▸ **Task item**: If a line in the data below holds the word "list", include it in the count. Give only the final number.
Exercise inputs Block Start
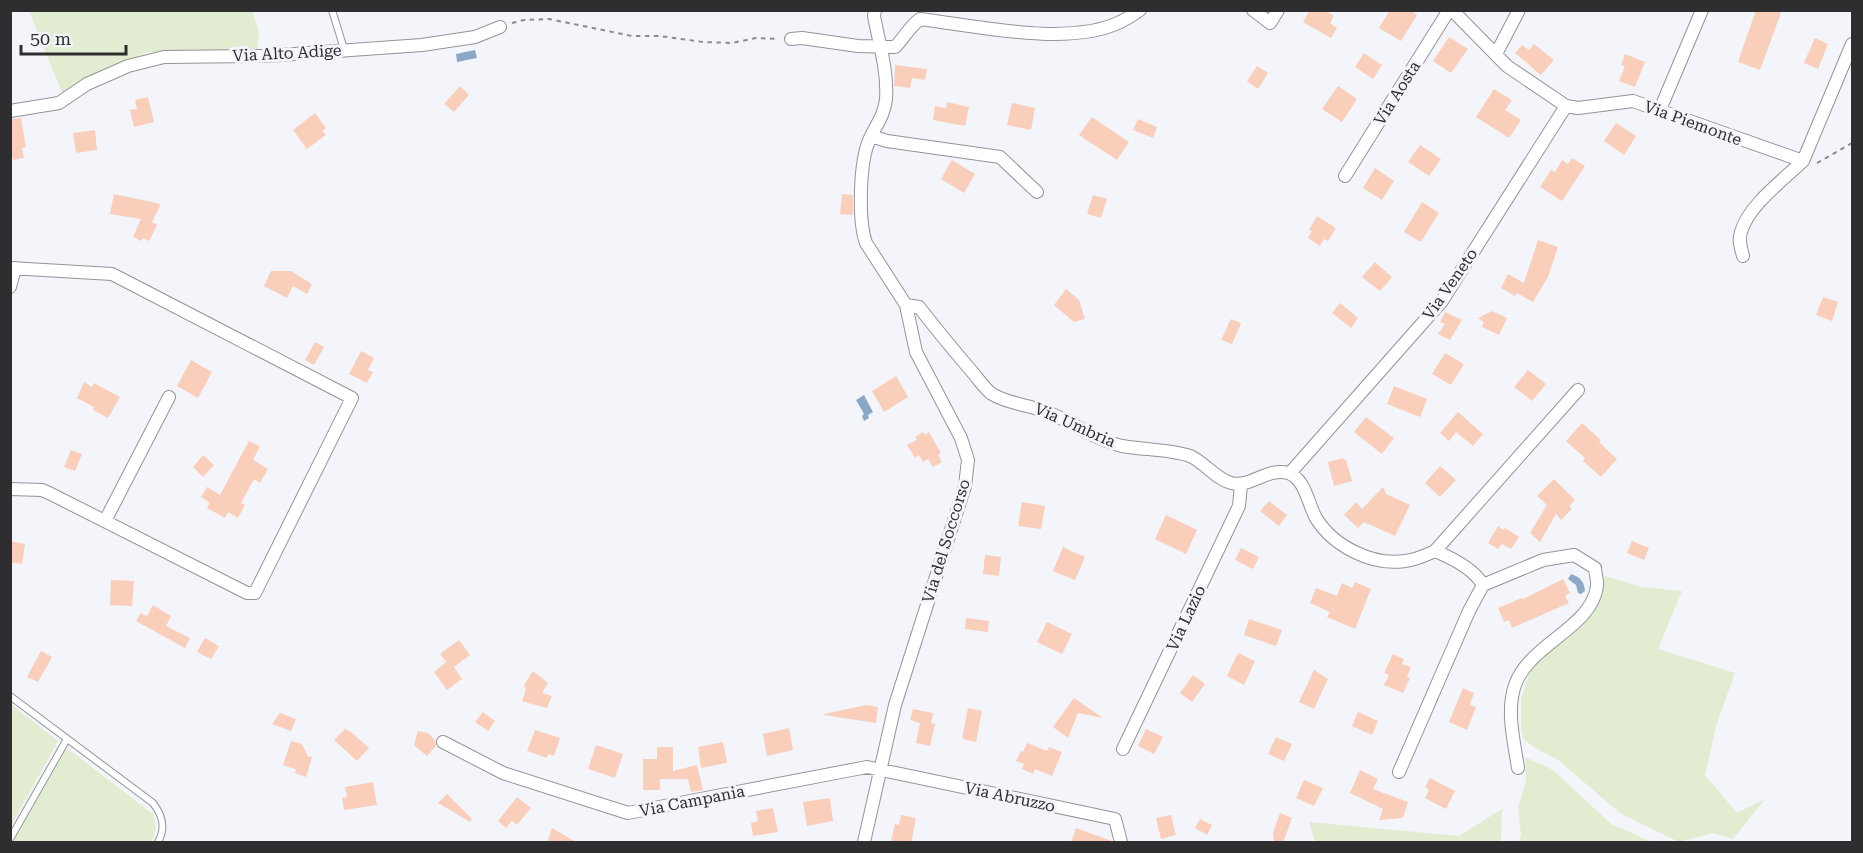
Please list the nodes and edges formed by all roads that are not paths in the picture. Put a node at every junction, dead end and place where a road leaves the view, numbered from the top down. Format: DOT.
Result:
graph roads {
  1 [pos="332,10"];
  2 [pos="875,10"];
  3 [pos="1140,10"];
  4 [pos="1253,10"];
  5 [pos="1278,10"];
  6 [pos="1450,10"];
  7 [pos="1519,10"];
  8 [pos="1702,10"];
  9 [pos="500,27"];
  10 [pos="791,39"];
  11 [pos="1852,44"];
  12 [pos="879,46"];
  13 [pos="344,49"];
  14 [pos="1496,54"];
  15 [pos="1566,106"];
  16 [pos="10,111"];
  17 [pos="1659,112"];
  18 [pos="872,136"];
  19 [pos="1803,162"];
  20 [pos="1345,176"];
  21 [pos="1038,192"];
  22 [pos="1743,256"];
  23 [pos="13,268"];
  24 [pos="10,287"];
  25 [pos="906,305"];
  26 [pos="1578,390"];
  27 [pos="169,397"];
  28 [pos="1290,473"];
  29 [pos="1241,484"];
  30 [pos="10,489"];
  31 [pos="105,521"];
  32 [pos="1435,551"];
  33 [pos="1483,585"];
  34 [pos="10,696"];
  35 [pos="67,739"];
  36 [pos="443,741"];
  37 [pos="1123,749"];
  38 [pos="1518,768"];
  39 [pos="881,771"];
  40 [pos="1399,772"];
  41 [pos="10,839"];
  42 [pos="158,843"];
  43 [pos="864,843"];
  44 [pos="1121,843"];
  1 -- 13 [label="lane"];
  2 -- 12 [label="street, Via del Soccorso"];
  3 -- 12 [label="street"];
  4 -- 5 [label="street"];
  6 -- 14 [label="street"];
  6 -- 20 [label="street, Via Aosta"];
  7 -- 14 [label="street"];
  8 -- 17 [label="street"];
  9 -- 13 [label="street, Via Alto Adige"];
  10 -- 12 [label="street"];
  11 -- 19 [label="street"];
  12 -- 18 [label="street, Via del Soccorso"];
  13 -- 16 [label="street, Via Alto Adige"];
  14 -- 15 [label="street"];
  15 -- 17 [label="street, Via Piemonte"];
  15 -- 28 [label="street, Via Veneto"];
  17 -- 19 [label="street, Via Piemonte"];
  18 -- 21 [label="street"];
  18 -- 25 [label="street, Via del Soccorso"];
  19 -- 22 [label="street"];
  23 -- 24 [label="street"];
  23 -- 31 [label="street"];
  25 -- 29 [label="street, Via Umbria"];
  25 -- 39 [label="street, Via del Soccorso"];
  26 -- 32 [label="street"];
  27 -- 31 [label="street"];
  28 -- 29 [label="street"];
  28 -- 32 [label="street"];
  29 -- 37 [label="street, Via Lazio"];
  30 -- 31 [label="street"];
  32 -- 33 [label="street"];
  33 -- 38 [label="street"];
  33 -- 40 [label="street"];
  34 -- 35 [label="lane"];
  35 -- 41 [label="lane"];
  35 -- 42 [label="lane"];
  36 -- 39 [label="street, Via Campania"];
  39 -- 43 [label="street, Via del Soccorso"];
  39 -- 44 [label="street, Via Abruzzo"];
}
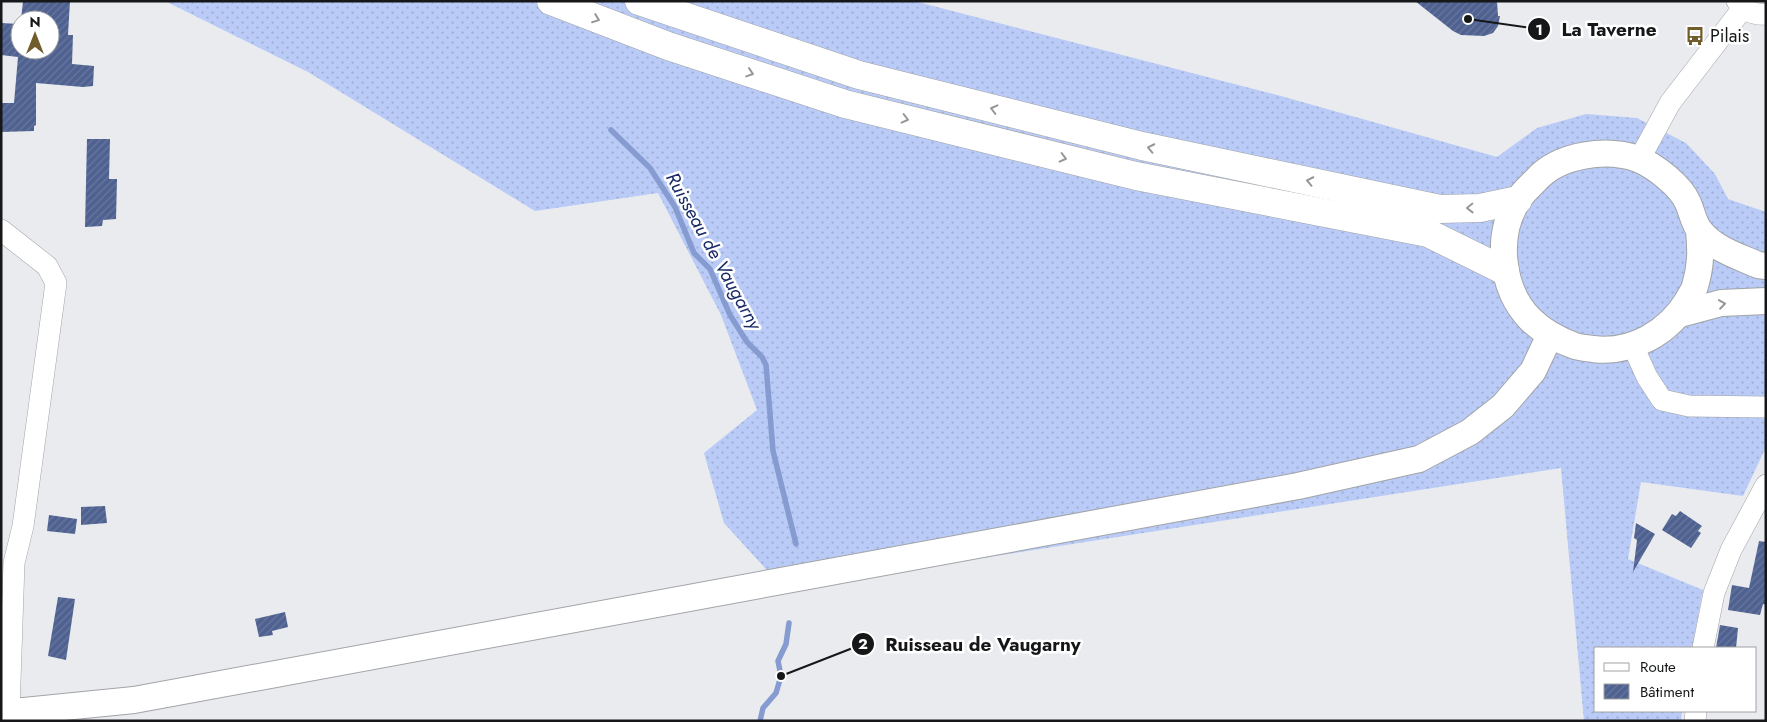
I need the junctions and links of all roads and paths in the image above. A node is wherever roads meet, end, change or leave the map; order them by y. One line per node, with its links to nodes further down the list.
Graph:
1 (551, 1): 10 (highway, one-way to 10)
2 (639, 1): 6 (highway, one-way to 2)
3 (1740, 5): 4 (street); 5 (street)
4 (1766, 14)
5 (1639, 160): 6 (main road); 8 (main road)
6 (1518, 200): 10 (main road)
7 (1, 230): 18 (street)
8 (1699, 230): 9 (main road); 12 (main road)
9 (1766, 266)
10 (1505, 271): 13 (main road)
11 (1766, 301): 12 (main road, one-way to 11)
12 (1680, 314): 14 (main road)
13 (1550, 335): 14 (main road); 18 (main road)
14 (1633, 346): 15 (street)
15 (1766, 408)
16 (1766, 485): 17 (street)
17 (1703, 647)
18 (14, 713)

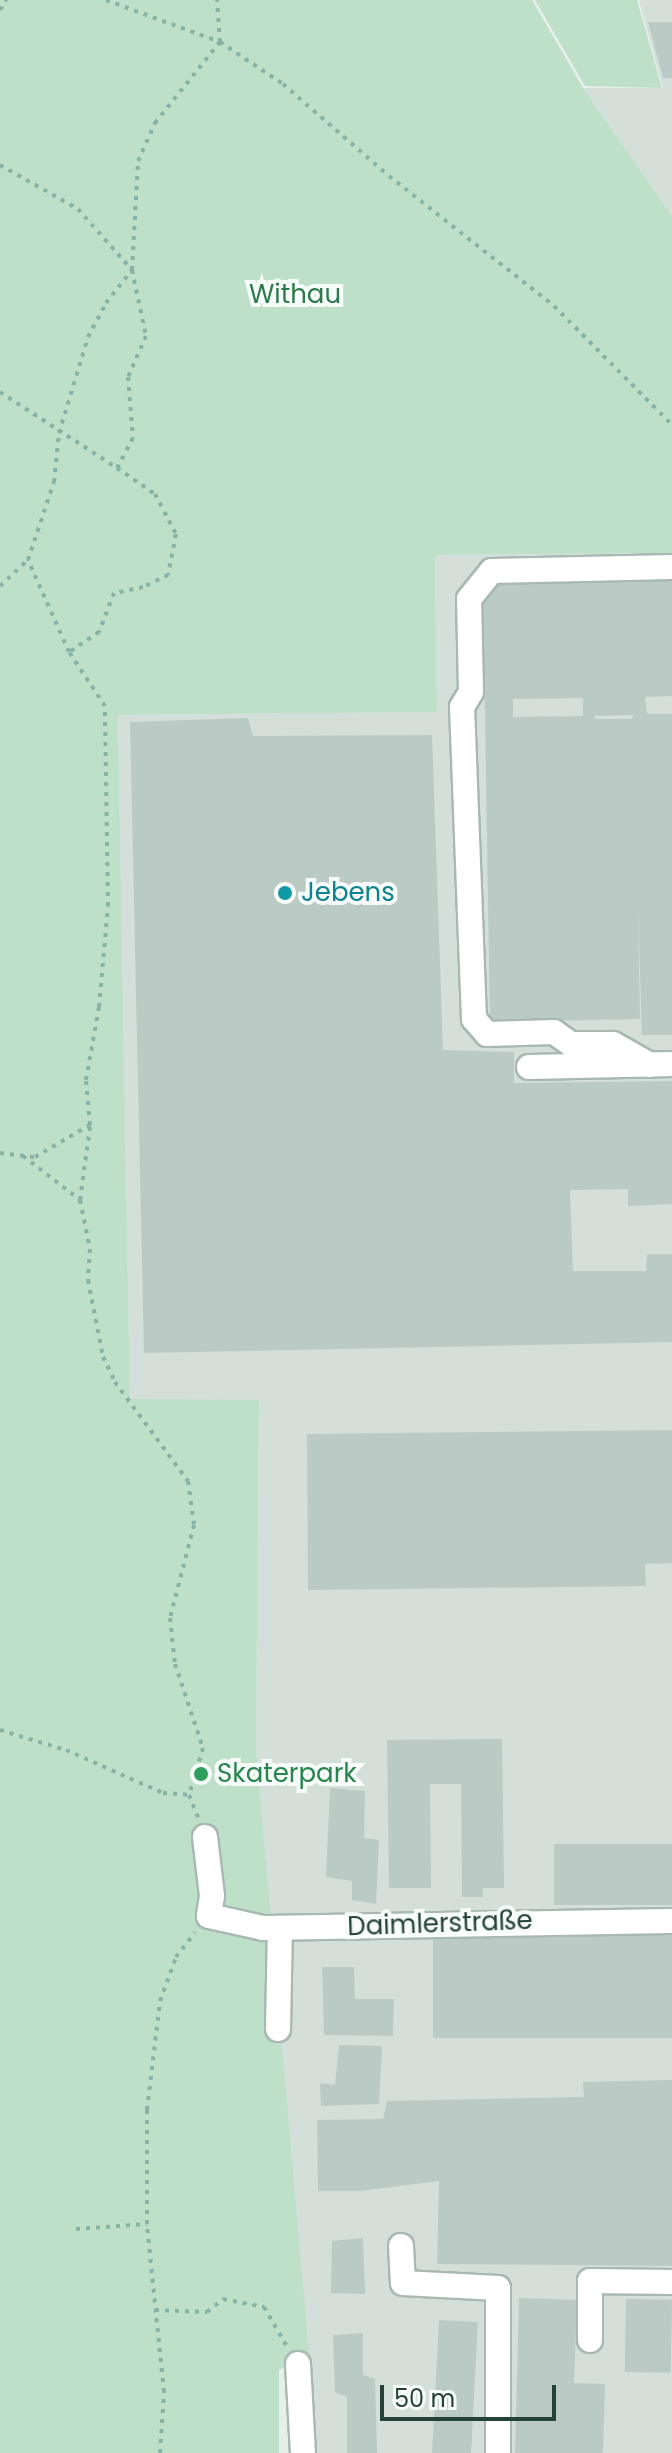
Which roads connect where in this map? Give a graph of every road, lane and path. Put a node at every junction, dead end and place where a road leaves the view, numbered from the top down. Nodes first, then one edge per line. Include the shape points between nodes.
Exercise inputs Block End
▸ **Task result**: 2